— Required action —
Search the listing for the word "Right" and copy every line where it turns up.

— Available records —
##############################

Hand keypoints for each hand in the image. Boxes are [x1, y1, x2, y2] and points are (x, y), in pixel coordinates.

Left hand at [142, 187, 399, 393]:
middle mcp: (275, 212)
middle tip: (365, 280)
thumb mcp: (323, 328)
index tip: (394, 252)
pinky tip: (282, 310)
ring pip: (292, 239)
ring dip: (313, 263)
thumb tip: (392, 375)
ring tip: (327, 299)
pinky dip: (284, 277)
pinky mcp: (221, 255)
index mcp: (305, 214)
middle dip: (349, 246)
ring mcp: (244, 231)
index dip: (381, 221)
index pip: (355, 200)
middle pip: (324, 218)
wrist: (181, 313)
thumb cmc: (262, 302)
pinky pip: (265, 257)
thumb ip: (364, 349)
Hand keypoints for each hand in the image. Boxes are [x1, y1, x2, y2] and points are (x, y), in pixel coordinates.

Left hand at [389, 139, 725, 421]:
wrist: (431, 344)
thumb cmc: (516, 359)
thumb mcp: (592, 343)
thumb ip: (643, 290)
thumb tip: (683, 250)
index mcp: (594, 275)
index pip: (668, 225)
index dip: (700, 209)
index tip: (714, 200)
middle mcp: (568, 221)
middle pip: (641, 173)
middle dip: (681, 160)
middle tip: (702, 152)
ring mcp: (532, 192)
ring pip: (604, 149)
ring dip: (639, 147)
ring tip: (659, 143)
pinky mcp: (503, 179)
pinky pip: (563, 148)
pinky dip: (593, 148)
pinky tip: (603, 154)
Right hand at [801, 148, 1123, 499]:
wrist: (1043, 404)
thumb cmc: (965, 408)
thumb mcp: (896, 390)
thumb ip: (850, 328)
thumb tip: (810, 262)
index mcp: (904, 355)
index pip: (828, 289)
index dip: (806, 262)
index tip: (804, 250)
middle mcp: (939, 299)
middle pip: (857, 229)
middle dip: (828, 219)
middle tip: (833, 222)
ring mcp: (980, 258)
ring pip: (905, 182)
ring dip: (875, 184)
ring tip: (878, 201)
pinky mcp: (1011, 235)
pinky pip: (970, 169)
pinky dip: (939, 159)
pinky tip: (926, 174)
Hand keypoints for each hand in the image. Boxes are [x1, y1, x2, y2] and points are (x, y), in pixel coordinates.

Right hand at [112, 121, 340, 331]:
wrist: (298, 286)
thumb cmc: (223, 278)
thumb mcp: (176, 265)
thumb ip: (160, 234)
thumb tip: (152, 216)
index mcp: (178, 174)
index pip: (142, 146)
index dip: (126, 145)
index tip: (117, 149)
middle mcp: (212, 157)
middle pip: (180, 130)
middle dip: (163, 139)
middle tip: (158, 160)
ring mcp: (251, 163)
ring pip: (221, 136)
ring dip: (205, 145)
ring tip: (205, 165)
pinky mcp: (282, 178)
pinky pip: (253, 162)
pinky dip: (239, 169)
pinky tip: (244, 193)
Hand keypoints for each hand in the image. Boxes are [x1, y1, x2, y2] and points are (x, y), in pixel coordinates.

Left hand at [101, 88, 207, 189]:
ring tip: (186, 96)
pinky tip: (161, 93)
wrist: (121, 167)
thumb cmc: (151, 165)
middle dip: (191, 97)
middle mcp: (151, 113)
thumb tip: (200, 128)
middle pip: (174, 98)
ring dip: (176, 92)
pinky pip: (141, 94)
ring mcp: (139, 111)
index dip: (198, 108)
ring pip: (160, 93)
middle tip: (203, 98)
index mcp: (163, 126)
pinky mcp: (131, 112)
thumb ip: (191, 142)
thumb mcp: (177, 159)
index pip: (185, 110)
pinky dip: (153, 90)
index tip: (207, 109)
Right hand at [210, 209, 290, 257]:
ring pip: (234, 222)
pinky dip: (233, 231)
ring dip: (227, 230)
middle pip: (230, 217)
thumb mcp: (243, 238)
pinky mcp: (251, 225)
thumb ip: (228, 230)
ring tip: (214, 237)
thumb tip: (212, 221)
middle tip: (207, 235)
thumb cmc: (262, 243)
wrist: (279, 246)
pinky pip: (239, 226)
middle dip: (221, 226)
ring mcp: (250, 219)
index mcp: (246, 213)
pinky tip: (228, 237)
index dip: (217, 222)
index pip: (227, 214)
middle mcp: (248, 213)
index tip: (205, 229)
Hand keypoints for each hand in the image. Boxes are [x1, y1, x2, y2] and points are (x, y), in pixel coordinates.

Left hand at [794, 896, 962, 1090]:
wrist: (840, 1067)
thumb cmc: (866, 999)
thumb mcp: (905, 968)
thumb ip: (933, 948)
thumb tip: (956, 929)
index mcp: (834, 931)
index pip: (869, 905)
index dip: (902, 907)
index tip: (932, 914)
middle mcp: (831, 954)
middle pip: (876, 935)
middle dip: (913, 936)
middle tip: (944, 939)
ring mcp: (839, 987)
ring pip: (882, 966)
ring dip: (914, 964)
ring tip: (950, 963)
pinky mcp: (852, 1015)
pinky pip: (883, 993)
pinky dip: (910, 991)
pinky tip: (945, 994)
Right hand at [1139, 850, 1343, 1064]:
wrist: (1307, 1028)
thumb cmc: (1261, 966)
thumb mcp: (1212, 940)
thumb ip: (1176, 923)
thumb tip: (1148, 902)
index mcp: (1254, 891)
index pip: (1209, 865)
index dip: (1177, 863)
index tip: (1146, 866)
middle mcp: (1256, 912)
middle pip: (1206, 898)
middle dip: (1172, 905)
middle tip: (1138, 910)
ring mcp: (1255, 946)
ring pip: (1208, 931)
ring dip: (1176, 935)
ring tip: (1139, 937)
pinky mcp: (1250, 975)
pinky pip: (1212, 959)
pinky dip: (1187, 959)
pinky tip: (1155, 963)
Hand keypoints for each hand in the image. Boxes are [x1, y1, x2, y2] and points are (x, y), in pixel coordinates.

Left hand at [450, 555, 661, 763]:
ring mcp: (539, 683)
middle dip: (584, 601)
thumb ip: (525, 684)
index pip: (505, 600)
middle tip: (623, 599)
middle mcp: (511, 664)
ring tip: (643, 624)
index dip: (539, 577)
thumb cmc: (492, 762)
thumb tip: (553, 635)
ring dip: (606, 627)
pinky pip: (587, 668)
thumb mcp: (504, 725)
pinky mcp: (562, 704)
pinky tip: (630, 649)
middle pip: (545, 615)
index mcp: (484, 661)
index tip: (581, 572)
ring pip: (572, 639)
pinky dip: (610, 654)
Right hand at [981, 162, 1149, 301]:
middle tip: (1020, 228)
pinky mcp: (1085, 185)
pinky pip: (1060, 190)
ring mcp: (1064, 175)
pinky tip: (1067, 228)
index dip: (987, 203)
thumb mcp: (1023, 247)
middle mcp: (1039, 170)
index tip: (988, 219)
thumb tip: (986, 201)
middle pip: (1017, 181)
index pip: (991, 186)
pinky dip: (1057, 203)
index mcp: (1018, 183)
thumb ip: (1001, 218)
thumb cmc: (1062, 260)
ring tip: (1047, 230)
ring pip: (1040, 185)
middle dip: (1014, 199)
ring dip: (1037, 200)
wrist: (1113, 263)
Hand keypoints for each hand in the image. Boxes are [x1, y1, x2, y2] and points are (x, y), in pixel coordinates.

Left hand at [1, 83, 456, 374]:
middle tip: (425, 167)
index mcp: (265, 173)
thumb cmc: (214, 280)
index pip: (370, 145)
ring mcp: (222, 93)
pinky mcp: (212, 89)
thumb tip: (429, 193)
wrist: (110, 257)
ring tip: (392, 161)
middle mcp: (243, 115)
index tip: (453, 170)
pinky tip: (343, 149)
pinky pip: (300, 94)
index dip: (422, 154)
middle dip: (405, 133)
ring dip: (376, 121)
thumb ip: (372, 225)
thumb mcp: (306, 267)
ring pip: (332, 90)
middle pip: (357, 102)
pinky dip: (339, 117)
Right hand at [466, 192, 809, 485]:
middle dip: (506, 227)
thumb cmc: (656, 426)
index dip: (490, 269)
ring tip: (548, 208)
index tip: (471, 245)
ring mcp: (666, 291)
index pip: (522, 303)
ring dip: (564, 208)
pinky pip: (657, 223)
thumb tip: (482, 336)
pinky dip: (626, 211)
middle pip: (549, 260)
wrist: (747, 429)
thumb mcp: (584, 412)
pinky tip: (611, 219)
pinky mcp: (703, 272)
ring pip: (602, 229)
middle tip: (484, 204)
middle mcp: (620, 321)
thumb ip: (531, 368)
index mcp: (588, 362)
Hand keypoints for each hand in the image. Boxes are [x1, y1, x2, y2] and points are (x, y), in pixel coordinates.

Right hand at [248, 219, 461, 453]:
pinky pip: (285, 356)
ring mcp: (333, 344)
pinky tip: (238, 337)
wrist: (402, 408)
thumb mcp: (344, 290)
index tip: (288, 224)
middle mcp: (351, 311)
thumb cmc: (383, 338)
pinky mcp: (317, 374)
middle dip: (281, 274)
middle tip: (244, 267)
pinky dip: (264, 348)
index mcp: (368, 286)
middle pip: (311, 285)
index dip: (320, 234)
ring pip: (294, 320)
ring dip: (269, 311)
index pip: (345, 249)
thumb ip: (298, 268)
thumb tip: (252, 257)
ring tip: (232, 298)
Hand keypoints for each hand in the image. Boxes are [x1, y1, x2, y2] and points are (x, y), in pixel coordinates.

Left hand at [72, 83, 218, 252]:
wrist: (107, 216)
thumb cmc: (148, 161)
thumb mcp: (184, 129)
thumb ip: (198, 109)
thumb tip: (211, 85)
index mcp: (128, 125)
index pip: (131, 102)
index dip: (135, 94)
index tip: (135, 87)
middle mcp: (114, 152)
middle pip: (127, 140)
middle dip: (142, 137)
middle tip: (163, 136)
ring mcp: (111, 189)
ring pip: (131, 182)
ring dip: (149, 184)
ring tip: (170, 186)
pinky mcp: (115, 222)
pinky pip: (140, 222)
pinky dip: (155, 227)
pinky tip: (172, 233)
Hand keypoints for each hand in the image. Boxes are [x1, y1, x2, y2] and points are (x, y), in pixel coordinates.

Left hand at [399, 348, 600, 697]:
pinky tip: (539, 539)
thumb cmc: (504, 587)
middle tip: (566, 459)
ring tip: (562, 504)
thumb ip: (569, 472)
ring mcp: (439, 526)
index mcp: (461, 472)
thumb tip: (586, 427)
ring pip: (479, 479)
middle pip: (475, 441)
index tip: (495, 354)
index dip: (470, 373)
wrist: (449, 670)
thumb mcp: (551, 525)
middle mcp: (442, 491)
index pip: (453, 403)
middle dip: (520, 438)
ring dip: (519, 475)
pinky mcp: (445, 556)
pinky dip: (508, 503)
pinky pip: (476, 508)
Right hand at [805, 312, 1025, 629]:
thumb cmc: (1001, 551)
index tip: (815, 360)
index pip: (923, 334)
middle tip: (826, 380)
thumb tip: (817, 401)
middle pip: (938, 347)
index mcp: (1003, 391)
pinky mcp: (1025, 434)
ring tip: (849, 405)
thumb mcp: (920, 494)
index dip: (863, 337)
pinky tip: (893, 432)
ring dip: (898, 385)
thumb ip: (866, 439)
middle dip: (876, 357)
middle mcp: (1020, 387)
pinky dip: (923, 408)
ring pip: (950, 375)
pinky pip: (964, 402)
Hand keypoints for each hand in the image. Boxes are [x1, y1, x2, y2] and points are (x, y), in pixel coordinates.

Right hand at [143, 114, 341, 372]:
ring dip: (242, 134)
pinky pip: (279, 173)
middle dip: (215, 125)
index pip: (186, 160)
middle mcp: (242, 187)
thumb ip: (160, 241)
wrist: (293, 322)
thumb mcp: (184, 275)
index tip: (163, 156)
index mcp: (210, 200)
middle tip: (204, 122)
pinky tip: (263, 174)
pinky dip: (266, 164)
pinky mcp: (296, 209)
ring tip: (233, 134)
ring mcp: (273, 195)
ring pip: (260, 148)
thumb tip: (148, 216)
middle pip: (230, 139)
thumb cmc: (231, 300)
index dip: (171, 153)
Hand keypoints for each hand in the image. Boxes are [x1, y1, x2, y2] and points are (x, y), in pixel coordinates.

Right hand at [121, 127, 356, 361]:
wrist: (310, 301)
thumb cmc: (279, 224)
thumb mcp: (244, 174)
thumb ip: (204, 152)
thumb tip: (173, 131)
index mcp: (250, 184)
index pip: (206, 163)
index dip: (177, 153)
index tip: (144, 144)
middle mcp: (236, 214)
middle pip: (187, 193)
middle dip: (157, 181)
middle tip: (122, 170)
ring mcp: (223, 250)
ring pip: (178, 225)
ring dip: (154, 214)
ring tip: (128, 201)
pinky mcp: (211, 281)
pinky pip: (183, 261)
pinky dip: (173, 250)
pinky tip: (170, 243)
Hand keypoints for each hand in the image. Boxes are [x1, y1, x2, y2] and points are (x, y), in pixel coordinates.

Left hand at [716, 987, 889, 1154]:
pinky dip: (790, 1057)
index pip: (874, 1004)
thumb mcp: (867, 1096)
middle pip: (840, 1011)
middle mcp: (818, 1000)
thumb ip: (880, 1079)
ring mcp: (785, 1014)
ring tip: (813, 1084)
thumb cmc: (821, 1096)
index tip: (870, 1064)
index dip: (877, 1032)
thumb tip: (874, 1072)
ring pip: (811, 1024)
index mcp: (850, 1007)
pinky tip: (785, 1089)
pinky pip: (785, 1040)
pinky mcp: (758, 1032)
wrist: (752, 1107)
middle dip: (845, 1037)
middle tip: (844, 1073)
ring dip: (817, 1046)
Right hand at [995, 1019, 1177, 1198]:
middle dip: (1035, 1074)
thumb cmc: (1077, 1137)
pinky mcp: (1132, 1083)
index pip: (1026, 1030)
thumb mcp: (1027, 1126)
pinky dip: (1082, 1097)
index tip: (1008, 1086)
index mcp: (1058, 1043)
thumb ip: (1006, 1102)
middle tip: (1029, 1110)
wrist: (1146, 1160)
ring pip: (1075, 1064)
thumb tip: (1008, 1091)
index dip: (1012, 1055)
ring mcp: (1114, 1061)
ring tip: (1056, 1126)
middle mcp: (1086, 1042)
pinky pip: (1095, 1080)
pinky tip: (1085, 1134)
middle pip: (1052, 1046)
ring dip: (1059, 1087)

##############################

— Reply to the exercise —
Right hand at [801, 148, 1123, 499]:
Right hand at [112, 121, 340, 331]:
Right hand at [210, 209, 290, 257]:
Right hand at [1139, 850, 1343, 1064]:
Right hand at [981, 162, 1149, 301]:
Right hand at [466, 192, 809, 485]:
Right hand at [248, 219, 461, 453]:
Right hand at [805, 312, 1025, 629]:
Right hand at [143, 114, 341, 372]:
Right hand at [121, 127, 356, 361]:
Right hand at [995, 1019, 1177, 1198]:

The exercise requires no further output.